= Monstruos Supersanos =

Monstruos Supersanos title card

Monstruos Supersanos is a Sesame Street mini-series that debuted in June 2012. The 5 to 7-minute series focuses on activities and foods that keep one healthy. Sesame Workshop produced 26 episodes in English, which initially aired dubbed in Spain on Antena 3 as a Barrio Sésamo mini-series called Monstruos Supersanos. Around 2011, the segments were also released in Latin America.

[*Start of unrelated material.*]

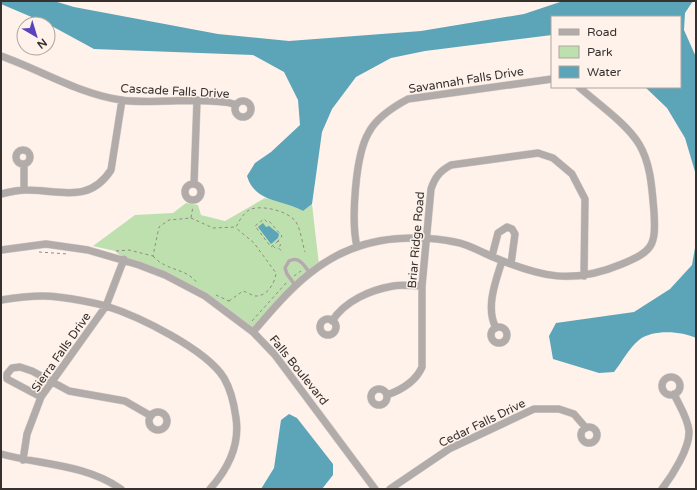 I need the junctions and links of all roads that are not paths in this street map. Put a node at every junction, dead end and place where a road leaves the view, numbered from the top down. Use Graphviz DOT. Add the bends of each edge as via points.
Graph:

Each episode featured framing scenes starring Elmo, followed by newly produced Muppet sketches and on-location film pieces. The film segments aren't retained in airings outside of Spain.

Excerpts from each episode are also available in the Antena 3 webpage, as well as a series of videos with Elmo and Spanish celebrities, such as singer David Bustamante, host Susanna Griso, chef Ferran Adrià and football player Gerard Piqué.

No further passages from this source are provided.